*** Task inputs ***
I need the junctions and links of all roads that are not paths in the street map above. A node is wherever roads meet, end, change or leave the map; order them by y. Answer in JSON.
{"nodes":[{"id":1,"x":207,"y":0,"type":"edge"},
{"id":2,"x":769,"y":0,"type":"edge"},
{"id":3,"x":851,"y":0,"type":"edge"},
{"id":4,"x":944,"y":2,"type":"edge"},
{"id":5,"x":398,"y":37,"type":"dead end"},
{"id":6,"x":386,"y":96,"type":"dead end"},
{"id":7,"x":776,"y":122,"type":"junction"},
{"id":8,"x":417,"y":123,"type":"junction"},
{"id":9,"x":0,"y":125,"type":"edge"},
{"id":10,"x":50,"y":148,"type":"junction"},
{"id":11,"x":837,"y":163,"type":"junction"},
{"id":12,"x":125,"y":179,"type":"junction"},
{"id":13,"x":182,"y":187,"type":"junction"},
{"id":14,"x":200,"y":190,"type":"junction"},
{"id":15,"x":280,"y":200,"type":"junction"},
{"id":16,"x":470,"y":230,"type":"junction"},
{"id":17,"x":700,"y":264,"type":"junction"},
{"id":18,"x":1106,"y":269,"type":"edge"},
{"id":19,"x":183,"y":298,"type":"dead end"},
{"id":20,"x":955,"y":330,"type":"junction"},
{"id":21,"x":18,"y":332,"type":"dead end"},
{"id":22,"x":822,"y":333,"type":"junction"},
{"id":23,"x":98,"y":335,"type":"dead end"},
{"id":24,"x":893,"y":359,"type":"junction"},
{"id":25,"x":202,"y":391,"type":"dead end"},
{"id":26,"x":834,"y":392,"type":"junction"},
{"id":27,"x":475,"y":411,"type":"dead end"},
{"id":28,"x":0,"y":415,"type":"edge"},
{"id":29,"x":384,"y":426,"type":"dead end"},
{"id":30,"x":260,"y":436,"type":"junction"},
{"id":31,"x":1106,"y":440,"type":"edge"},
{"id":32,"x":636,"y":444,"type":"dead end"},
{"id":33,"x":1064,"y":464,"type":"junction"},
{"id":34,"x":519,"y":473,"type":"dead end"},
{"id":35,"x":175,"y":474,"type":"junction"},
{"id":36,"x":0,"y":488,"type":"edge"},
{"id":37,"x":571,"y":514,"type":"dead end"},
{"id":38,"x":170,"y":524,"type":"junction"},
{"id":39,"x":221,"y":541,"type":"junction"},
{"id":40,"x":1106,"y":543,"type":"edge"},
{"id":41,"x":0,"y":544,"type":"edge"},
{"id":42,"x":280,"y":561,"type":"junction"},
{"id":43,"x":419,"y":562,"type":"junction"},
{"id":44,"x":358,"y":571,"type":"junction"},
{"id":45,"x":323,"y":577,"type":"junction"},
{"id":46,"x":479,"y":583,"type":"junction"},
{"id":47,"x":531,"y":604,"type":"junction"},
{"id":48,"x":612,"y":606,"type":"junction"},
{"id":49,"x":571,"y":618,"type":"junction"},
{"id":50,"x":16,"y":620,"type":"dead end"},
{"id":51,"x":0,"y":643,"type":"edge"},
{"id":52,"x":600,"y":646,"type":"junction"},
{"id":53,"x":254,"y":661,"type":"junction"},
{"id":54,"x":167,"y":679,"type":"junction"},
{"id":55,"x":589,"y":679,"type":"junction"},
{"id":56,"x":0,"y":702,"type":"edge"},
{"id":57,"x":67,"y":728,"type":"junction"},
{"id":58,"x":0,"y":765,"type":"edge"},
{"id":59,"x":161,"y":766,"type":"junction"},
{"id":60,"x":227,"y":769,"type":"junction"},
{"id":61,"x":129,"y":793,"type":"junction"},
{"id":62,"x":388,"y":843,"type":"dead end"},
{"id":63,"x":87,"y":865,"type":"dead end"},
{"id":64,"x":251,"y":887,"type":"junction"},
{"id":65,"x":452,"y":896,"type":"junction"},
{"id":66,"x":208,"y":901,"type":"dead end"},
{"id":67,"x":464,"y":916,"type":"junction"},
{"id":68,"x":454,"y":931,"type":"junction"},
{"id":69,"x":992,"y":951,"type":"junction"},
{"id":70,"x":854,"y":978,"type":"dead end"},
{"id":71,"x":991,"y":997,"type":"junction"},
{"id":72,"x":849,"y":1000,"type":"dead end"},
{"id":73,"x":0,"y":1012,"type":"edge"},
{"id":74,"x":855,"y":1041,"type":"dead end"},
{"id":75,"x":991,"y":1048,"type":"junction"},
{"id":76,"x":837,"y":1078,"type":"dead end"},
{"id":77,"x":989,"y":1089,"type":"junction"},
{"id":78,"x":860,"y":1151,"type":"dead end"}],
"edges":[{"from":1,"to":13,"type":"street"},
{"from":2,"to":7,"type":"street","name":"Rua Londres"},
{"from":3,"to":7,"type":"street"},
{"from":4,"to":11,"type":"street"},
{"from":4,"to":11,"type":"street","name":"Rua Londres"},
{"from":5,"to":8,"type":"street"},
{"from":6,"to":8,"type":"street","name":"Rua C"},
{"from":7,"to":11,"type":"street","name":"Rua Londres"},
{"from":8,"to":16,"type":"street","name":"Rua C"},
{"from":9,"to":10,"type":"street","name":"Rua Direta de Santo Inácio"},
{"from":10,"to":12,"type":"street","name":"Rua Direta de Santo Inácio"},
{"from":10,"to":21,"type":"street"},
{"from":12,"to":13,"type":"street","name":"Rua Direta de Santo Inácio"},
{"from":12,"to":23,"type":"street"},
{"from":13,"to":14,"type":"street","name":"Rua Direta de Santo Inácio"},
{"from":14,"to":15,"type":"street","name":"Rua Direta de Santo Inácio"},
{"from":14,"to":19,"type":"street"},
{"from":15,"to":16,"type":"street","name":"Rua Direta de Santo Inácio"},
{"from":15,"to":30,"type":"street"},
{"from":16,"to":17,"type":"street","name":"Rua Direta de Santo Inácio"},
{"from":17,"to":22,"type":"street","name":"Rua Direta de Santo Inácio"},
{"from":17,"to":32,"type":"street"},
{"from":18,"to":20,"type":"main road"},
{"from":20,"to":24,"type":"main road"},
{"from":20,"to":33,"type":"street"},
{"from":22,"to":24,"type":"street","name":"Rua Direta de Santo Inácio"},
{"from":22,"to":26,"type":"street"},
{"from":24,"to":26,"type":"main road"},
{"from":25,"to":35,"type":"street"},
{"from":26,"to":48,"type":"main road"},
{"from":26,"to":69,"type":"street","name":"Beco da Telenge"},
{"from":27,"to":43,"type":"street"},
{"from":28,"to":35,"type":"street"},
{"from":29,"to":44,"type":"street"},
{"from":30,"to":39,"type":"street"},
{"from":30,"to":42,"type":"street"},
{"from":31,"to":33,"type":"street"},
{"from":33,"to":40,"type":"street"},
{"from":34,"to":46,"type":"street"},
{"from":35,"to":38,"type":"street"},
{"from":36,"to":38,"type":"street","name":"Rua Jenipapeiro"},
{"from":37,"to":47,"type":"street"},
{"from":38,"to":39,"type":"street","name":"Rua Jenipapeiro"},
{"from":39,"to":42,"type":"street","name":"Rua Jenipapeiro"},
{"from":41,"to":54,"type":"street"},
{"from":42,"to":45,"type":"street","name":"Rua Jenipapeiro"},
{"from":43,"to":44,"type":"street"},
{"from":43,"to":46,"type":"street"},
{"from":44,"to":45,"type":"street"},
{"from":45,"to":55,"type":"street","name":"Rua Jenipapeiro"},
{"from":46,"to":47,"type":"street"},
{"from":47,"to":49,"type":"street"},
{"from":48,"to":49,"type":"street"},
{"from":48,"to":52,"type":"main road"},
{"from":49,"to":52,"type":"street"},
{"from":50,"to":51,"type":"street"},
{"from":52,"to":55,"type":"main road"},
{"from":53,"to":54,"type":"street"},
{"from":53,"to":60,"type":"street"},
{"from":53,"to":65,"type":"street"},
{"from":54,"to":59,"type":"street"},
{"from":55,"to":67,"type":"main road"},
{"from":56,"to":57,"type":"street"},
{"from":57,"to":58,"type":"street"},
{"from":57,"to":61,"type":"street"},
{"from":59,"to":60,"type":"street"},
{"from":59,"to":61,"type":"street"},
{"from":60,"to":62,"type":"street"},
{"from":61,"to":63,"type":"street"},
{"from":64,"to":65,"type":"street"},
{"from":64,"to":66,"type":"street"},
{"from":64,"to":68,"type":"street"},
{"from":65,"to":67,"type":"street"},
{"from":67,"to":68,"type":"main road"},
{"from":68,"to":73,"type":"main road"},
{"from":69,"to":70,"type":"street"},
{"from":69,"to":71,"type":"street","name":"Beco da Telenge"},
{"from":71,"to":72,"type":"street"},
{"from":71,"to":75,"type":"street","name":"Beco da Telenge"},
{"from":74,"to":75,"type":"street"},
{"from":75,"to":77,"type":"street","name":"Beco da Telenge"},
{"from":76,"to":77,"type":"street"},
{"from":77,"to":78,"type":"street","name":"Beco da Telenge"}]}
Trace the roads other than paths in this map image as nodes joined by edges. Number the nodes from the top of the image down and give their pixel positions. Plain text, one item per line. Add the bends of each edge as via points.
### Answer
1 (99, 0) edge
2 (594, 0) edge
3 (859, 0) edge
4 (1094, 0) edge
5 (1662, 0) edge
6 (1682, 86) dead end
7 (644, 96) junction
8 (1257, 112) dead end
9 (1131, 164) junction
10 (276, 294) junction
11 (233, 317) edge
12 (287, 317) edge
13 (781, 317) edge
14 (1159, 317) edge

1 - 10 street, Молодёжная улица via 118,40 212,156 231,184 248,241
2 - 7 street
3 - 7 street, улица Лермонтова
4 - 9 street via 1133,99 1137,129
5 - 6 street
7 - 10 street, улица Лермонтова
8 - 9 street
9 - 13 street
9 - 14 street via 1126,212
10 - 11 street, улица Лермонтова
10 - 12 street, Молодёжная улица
*** End of Task inputs ***
**Work to complete:**
In the listing, find every line containing the word "paths" and list it.

**Task answer:**
I need the junctions and links of all roads that are not paths in the street map above. A node is wherever roads meet, end, change or leave the map; order them by y. Answer in JSON.
Trace the roads other than paths in this map image as nodes joined by edges. Number the nodes from the top of the image down and give their pixel positions. Plain text, one item per line. Add the bends of each edge as via points.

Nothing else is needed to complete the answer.